• _INFORMATION PROVIDED_:
-.-.-

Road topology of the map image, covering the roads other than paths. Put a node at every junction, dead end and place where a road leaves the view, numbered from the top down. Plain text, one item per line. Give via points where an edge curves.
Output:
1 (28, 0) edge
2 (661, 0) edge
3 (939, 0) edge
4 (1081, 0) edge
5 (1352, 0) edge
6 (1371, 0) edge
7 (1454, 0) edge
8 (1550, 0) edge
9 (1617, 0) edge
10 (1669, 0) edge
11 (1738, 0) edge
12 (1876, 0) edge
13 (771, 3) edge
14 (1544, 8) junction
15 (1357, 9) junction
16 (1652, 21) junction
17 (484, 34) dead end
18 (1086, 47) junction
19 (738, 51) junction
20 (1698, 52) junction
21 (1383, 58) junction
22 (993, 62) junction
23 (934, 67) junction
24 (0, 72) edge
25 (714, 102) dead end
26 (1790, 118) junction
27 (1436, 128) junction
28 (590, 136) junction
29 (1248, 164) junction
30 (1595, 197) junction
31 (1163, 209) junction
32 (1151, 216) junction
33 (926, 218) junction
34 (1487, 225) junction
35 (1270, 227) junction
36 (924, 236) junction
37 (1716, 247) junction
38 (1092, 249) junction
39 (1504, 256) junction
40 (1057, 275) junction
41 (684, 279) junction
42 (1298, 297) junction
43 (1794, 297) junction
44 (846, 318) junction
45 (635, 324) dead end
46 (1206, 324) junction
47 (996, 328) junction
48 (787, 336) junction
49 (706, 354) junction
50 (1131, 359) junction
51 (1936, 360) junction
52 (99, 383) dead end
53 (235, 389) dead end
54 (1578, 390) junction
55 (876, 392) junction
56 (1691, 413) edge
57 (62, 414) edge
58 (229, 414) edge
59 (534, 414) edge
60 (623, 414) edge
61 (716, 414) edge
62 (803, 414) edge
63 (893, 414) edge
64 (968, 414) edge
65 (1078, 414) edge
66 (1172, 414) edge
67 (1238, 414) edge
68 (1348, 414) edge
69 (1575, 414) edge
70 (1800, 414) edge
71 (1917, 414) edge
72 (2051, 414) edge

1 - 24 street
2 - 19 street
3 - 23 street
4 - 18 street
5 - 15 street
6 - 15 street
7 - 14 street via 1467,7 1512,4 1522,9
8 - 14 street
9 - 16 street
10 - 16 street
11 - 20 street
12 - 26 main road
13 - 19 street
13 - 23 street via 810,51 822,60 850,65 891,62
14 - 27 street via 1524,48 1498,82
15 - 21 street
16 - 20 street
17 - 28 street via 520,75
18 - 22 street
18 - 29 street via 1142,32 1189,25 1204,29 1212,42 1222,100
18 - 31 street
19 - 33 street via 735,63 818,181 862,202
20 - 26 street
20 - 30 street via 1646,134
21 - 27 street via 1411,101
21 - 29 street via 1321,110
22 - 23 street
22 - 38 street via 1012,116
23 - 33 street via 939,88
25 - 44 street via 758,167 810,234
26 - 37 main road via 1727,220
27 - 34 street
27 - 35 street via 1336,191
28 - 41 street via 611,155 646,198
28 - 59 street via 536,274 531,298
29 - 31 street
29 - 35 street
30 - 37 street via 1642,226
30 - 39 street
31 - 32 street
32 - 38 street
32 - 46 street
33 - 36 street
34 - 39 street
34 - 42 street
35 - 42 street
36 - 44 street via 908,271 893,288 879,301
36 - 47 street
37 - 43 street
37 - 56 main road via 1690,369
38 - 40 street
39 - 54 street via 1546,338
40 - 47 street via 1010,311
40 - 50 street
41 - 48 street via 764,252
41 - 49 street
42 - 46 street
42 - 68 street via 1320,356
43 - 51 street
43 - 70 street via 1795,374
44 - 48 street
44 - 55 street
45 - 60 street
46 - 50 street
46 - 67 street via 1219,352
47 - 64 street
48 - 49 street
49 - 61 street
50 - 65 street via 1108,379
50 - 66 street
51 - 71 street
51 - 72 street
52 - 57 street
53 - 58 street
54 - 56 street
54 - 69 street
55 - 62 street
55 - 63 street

-.-.-

• _DIRECTIONS_: When a line in the records holds the string "main", copy that line.

• _YOUR RESPONSE_:
12 - 26 main road
26 - 37 main road via 1727,220
37 - 56 main road via 1690,369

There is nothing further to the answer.